Oui, Jennyfer et Vivian vivent dans une structure spécialisée, ils en ont besoin, mais ils peuvent vivre des moments simples et « normaux ».
J’en ai parlé longuement avec mes élèves en classe lors de deux débats que nous avons menés sur le handicap et le vivre ensemble en septembre et ce lundi (avec pour point de départ des discussions les Jeux paralympiques et les itinéraires de Théo Curin et Philippe Croizon), tout est d’abord dans le regard que portent les valides sur les personnes en situation de handicap : beaucoup trop de gens ont encore un mouvement de recul devant une personne atteinte de trisomie, un tétraplégique, ou un regard plein de compassion, ce n’est pas forcément mieux. La personne vit ainsi, elle poursuit son chemin, ce chemin est parfois est plus dur à suivre, parfois l’aide est nécessaire, l’autonomie non acquise, etc. Mais ce ne doit pas changer notre regard ou notre discours. J’ai déjà dit à Vivian qui est aveugle « Tu as vu ? », bien sûr ensuite je décris ce que je vois pour partager avec lui, ce « Tu as vu ? » ne l’a pas gêné, il questionne lui-même, ça l’intéresse.
Et Jennyfer fait aussi son petit bonhomme de chemin …

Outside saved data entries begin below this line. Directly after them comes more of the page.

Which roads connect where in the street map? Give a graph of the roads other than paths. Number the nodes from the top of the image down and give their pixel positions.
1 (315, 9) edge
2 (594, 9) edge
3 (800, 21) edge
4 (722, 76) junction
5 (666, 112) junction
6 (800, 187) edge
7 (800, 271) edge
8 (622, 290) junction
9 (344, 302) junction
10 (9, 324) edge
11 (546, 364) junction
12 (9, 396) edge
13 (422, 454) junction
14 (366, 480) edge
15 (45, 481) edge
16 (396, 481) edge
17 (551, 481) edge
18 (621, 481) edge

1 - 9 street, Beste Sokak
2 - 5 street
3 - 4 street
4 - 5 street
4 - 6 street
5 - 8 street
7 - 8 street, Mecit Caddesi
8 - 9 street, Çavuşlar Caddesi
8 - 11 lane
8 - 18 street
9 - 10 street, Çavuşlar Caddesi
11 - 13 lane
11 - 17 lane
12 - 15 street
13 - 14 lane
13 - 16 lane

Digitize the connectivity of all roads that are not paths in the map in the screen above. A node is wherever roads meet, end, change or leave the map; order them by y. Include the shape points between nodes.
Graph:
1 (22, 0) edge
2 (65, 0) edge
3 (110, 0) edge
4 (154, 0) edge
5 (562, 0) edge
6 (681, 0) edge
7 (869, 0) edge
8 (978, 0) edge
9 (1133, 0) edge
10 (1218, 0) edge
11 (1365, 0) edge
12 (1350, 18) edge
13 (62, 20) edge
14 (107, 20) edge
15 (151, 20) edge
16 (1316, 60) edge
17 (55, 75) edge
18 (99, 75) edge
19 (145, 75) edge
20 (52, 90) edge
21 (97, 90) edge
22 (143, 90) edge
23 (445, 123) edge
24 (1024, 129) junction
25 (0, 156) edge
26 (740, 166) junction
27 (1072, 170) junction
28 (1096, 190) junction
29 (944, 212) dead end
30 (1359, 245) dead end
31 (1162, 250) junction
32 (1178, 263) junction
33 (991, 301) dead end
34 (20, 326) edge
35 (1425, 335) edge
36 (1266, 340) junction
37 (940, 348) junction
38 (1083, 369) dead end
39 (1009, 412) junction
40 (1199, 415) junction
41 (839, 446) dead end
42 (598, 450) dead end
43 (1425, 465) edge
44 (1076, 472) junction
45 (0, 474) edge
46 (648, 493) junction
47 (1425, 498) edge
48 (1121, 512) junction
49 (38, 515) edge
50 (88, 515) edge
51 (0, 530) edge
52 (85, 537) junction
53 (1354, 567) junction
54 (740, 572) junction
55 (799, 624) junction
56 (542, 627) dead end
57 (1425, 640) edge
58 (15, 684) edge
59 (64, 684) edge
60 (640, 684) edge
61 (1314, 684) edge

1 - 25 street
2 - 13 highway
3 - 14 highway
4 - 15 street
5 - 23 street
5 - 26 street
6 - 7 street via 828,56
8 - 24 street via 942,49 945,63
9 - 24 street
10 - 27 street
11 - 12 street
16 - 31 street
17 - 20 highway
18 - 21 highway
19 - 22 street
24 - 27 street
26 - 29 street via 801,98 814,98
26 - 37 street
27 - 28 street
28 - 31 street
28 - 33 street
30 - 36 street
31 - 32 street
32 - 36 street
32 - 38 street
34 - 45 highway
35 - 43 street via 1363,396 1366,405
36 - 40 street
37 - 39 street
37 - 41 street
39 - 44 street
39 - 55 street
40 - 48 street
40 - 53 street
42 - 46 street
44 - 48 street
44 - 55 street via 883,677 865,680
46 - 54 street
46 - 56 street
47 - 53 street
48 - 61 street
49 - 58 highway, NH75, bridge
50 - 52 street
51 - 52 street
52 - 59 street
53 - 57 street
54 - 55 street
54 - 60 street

Citations de Philippe Croizon, aventurier, nageur de l’extrême, issues du livre « Plus fort la vie » que nous avons lues et commentées en classe ce lundi avec mes élèves (merci à Noëlle, Professeur de philosophie, qui vient chaque année en classe animer une discussion sur le handicap et qui a choisi ces citations) :

« L’aide de l’autre m’est vitale et j’aime à la considérer comme un échange, un moment de partage. Pour les hommes, c‘est peut-être un peu plus compliqué car nous avons un sacré problème : l’orgueil ! »

« Mon handicap est spectaculaire. Pour qu’il s’estompe, je dois briser la glace. En racontant des blagues, en faisant le bouffon, cela devient possible. Concentrer tous les regards sur mon sourire. Mais l’humour à tout prix n’a pas de sens… Je contrôle sans cesse, dissimule pour leur laisser penser que je suis fort. »

« Les personnes avec un handicap corporel, mental ou psychique sont très souvent confrontées aux inégalités, à la discrimination, parfois même au mépris. »

« En traversant la Manche à la nage, je voulais démontrer que le handicap n’est pas une fatalité. Avec du courage et de la volonté chacun peut, qu’il soit valide ou non, repousser ses limites et accomplir de grandes choses. »

Deux autres que j’ai données à lire aussi aux élèves :

« Dans l’esprit du plus grand nombre, la personne handicapée est forcément en fauteuil roulant.  Mais il faut savoir que 80% des situations de handicap sont invisibles. »

« Il faudra certainement une génération, peut-être une de plus pour que changent les mentalités. J’ai malgré tout espoir que tout commence ici et maintenant ».